- **Task brief**: Emit a verbatim copy of the lines running from the line with "I need the junctions and links of every" through the end of the material below.

- **Given data**:

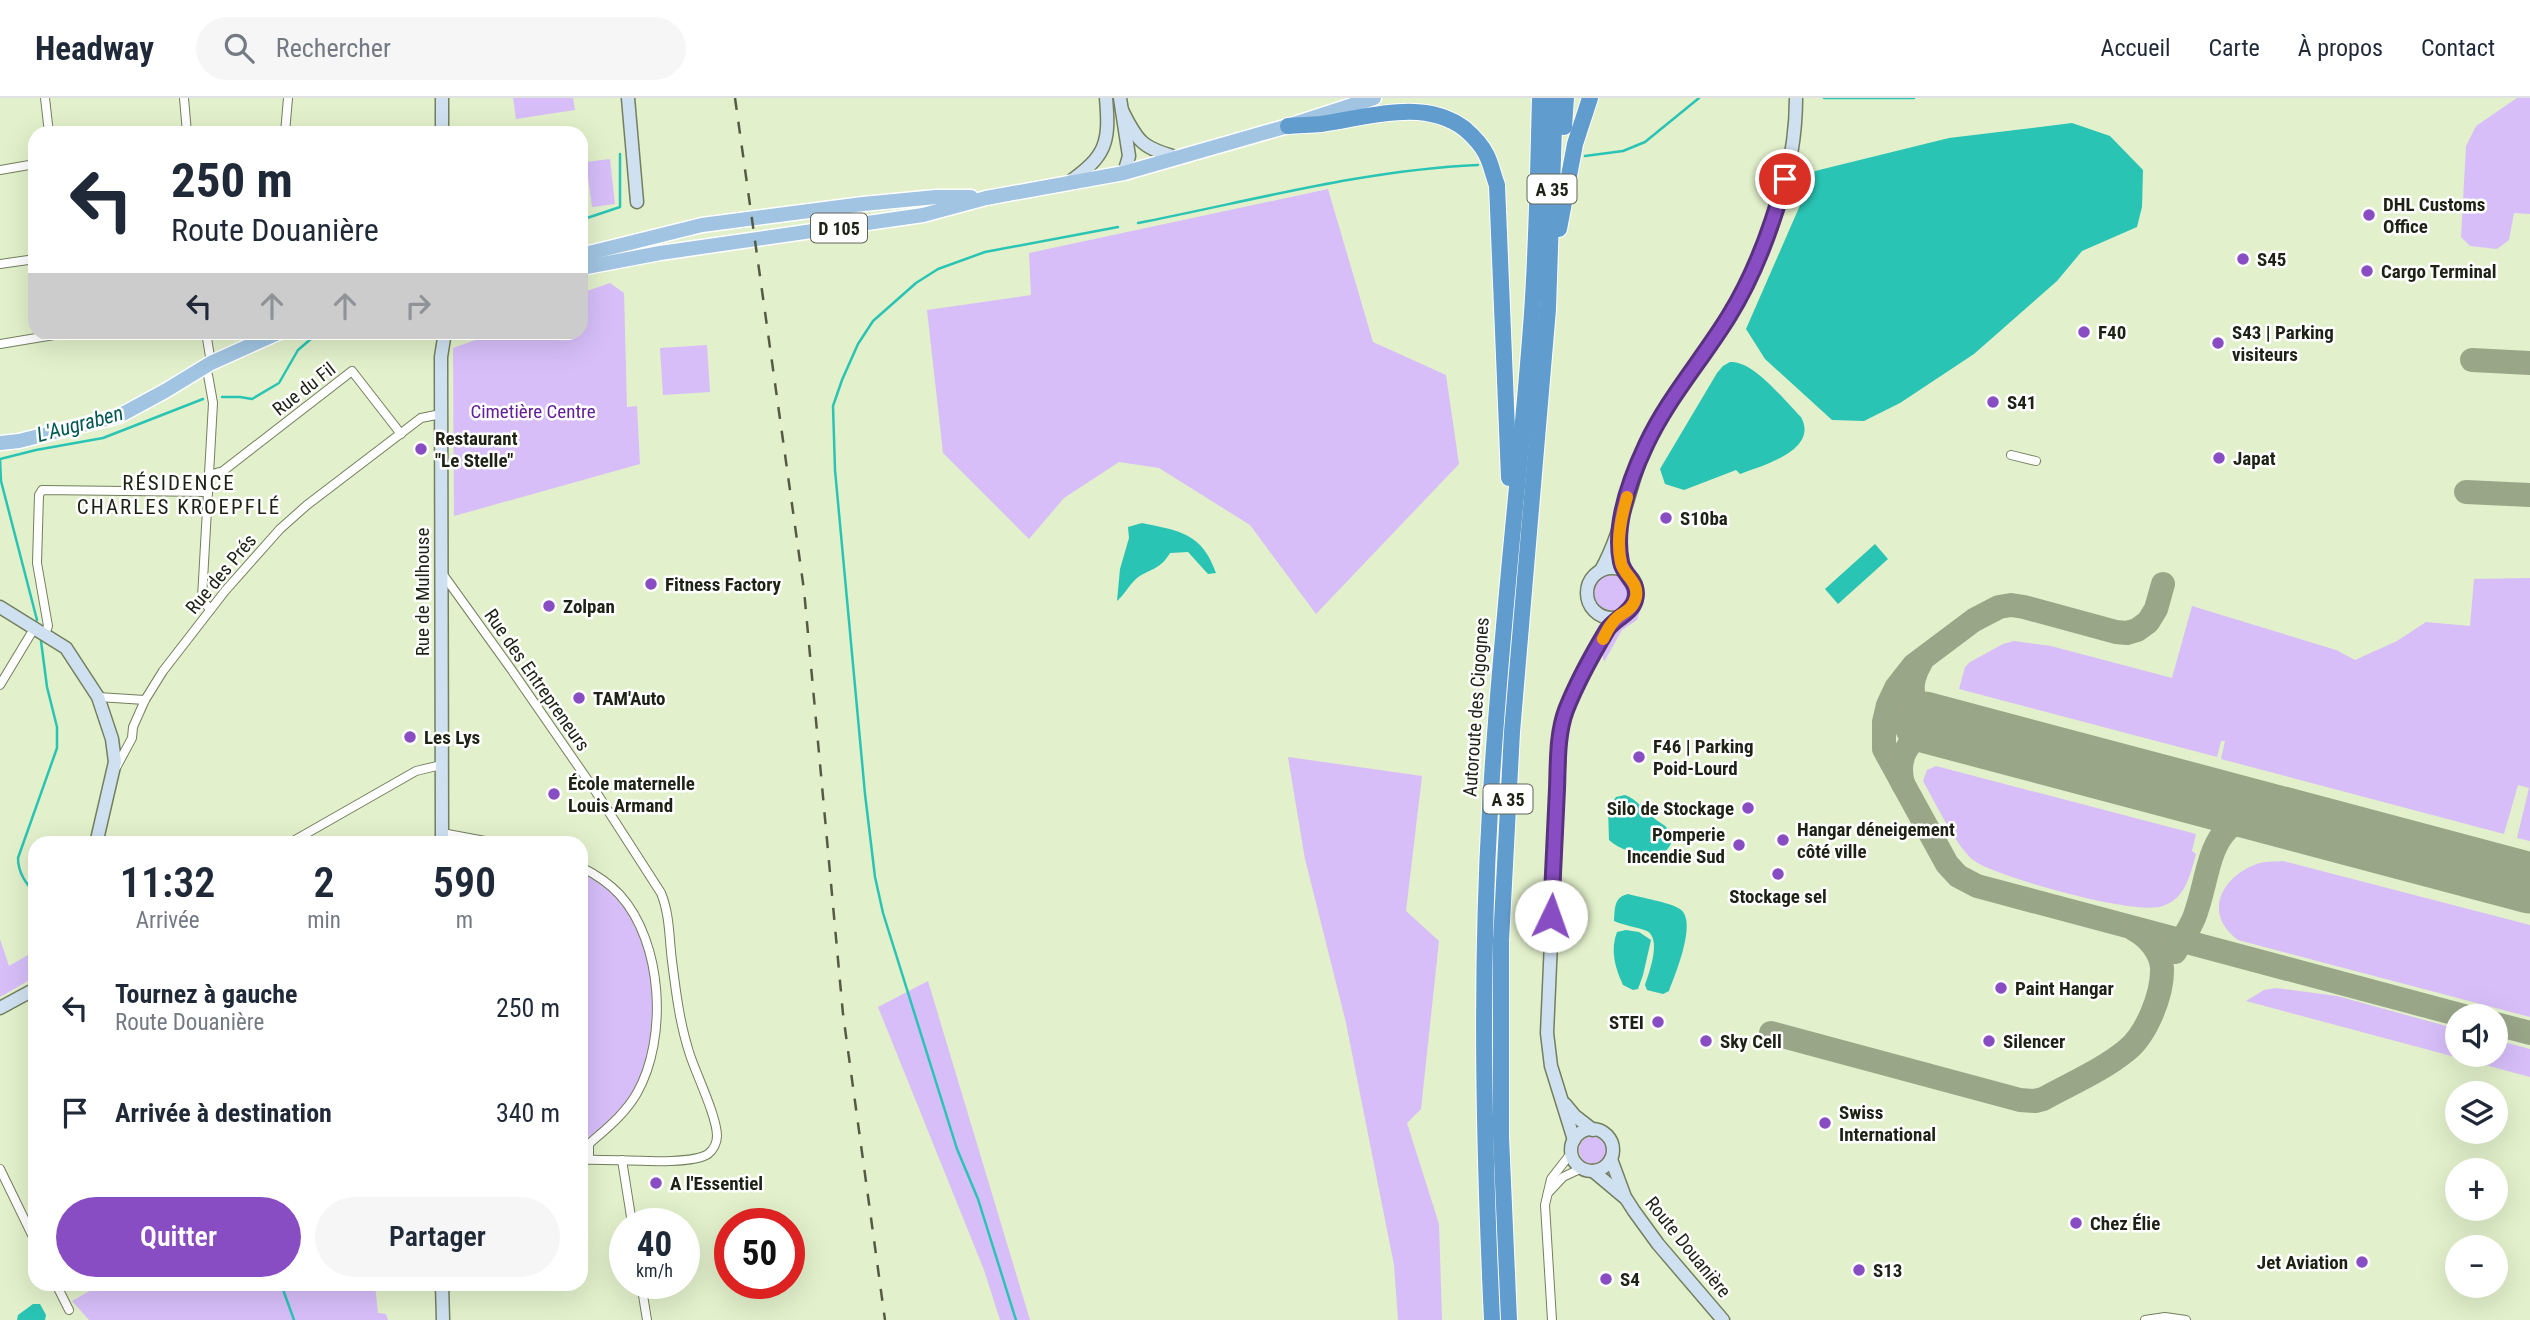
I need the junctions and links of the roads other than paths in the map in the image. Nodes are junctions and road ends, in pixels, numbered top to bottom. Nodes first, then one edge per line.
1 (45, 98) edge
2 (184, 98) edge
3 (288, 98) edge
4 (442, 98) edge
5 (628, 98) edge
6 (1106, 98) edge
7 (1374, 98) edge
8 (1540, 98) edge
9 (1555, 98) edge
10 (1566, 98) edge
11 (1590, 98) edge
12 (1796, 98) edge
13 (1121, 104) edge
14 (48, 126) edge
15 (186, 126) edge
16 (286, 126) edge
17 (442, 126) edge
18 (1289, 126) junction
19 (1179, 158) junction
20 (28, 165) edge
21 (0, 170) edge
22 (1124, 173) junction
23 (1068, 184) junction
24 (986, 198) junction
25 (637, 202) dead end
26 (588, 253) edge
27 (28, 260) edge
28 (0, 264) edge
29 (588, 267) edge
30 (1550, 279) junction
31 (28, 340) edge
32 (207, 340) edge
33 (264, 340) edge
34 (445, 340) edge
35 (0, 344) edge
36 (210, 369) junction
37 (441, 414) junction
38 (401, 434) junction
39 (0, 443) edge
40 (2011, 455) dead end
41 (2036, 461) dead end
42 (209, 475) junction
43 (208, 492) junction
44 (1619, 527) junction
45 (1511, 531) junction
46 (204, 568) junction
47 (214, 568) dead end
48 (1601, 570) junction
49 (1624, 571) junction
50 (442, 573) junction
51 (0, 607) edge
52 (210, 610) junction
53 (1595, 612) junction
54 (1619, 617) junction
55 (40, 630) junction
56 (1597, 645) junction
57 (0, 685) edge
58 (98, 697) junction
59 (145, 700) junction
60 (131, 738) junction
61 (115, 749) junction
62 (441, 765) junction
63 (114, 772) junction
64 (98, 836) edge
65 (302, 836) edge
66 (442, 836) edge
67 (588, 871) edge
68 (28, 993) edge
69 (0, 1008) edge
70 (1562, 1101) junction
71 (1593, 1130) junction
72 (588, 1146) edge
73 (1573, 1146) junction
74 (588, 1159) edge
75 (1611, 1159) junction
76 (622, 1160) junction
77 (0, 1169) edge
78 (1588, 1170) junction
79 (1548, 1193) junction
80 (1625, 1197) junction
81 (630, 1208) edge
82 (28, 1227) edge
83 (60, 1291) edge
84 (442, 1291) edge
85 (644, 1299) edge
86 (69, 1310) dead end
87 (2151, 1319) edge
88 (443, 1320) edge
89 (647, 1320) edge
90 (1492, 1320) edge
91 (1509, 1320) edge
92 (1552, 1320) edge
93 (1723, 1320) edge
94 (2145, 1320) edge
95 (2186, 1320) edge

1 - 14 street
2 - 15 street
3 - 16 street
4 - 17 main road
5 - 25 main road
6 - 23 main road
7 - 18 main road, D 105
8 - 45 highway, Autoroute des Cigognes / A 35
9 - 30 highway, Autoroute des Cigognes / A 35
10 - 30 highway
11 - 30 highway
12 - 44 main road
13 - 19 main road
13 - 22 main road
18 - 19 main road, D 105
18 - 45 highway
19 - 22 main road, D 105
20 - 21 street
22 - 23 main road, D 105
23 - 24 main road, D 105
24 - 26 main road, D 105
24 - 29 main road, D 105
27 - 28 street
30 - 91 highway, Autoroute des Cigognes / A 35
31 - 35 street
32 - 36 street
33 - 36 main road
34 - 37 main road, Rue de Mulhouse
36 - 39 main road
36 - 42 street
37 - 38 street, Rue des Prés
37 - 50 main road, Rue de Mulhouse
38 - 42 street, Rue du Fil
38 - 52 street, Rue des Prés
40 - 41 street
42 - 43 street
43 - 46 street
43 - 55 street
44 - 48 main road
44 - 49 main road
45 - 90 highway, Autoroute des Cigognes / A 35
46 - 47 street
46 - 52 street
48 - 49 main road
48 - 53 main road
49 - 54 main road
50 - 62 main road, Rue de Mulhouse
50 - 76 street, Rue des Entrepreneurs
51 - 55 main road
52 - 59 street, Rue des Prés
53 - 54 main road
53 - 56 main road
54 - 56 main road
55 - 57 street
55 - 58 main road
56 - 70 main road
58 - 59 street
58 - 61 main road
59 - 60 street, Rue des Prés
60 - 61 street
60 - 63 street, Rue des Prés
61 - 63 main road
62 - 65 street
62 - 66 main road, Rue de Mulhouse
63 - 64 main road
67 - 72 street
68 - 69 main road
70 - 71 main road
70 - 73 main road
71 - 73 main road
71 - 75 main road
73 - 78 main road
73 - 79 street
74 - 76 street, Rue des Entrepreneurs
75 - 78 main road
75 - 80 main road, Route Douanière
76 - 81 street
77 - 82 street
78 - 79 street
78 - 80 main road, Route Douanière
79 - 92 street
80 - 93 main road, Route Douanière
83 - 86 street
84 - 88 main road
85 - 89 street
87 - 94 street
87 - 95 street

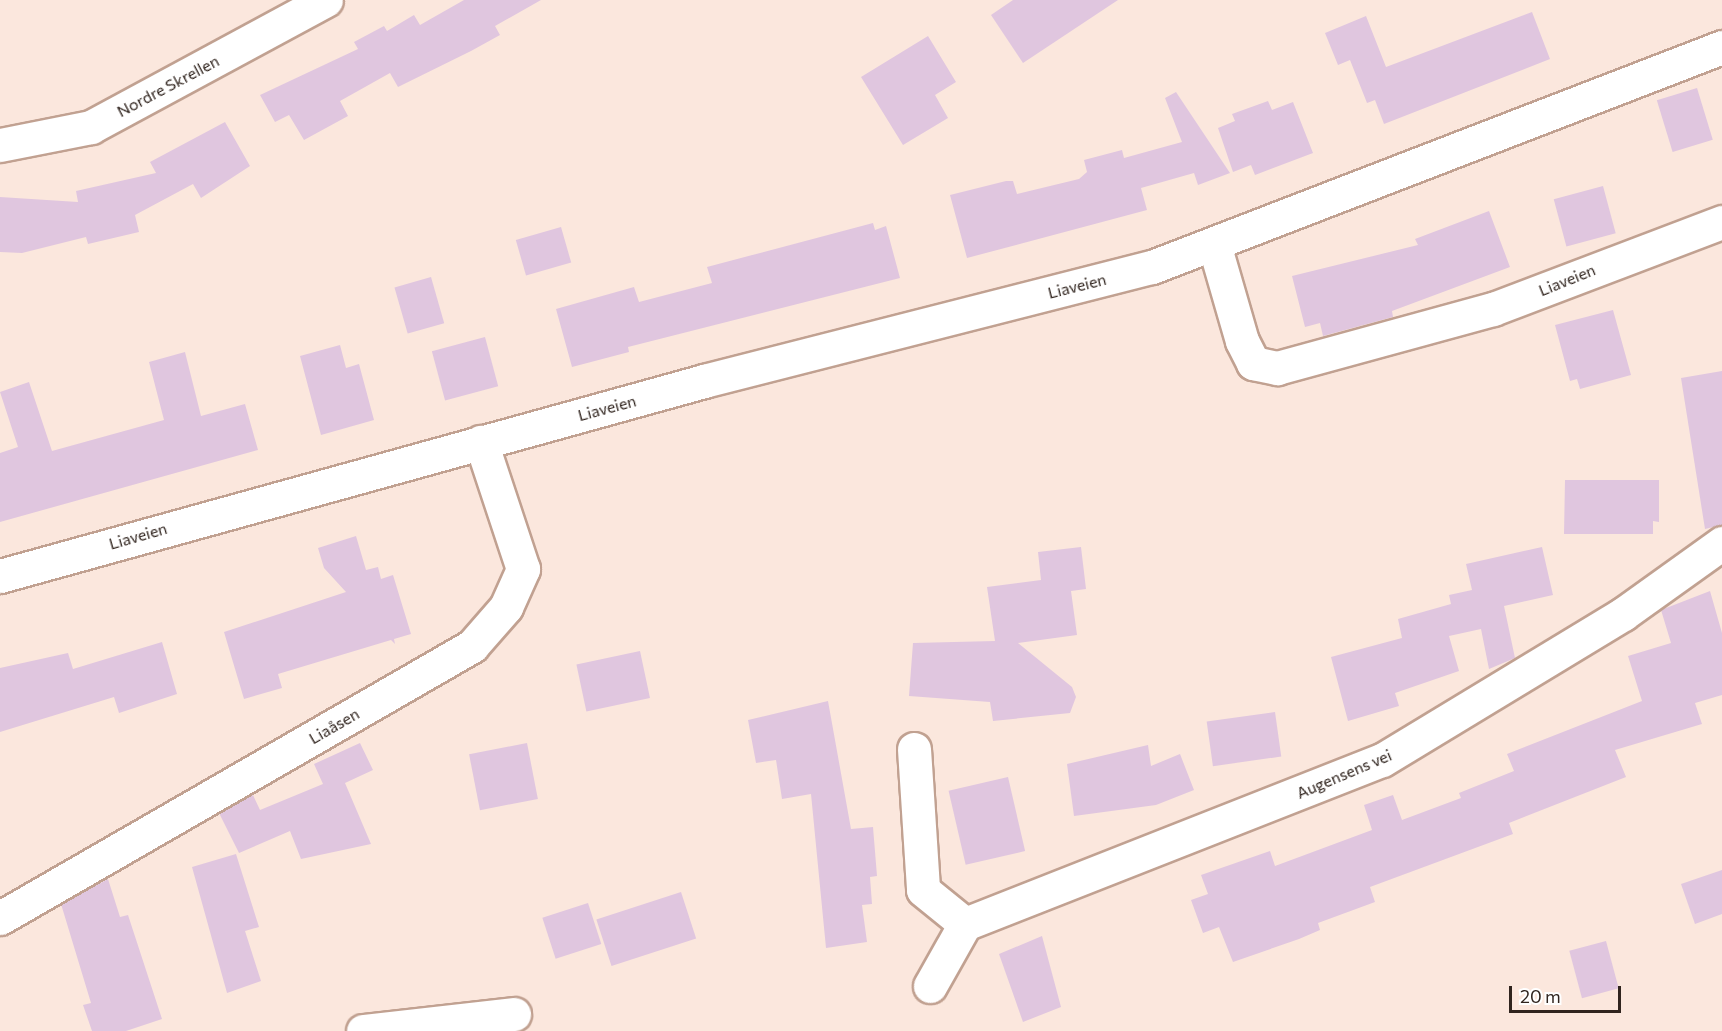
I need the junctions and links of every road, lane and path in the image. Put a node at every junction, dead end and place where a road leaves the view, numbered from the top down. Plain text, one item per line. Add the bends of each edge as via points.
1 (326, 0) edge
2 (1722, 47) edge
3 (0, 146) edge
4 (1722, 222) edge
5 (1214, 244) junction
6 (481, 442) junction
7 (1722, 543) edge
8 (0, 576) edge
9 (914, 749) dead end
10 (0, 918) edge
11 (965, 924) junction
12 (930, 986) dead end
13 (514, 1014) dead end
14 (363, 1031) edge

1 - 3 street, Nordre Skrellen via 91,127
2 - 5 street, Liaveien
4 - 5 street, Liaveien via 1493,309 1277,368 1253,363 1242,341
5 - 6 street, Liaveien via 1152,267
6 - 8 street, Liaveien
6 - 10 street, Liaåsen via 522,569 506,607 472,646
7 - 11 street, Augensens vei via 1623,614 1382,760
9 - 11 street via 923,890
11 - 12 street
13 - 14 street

- **Answer to the problem**:
I need the junctions and links of every road, lane and path in the image. Put a node at every junction, dead end and place where a road leaves the view, numbered from the top down. Plain text, one item per line. Add the bends of each edge as via points.
1 (326, 0) edge
2 (1722, 47) edge
3 (0, 146) edge
4 (1722, 222) edge
5 (1214, 244) junction
6 (481, 442) junction
7 (1722, 543) edge
8 (0, 576) edge
9 (914, 749) dead end
10 (0, 918) edge
11 (965, 924) junction
12 (930, 986) dead end
13 (514, 1014) dead end
14 (363, 1031) edge

1 - 3 street, Nordre Skrellen via 91,127
2 - 5 street, Liaveien
4 - 5 street, Liaveien via 1493,309 1277,368 1253,363 1242,341
5 - 6 street, Liaveien via 1152,267
6 - 8 street, Liaveien
6 - 10 street, Liaåsen via 522,569 506,607 472,646
7 - 11 street, Augensens vei via 1623,614 1382,760
9 - 11 street via 923,890
11 - 12 street
13 - 14 street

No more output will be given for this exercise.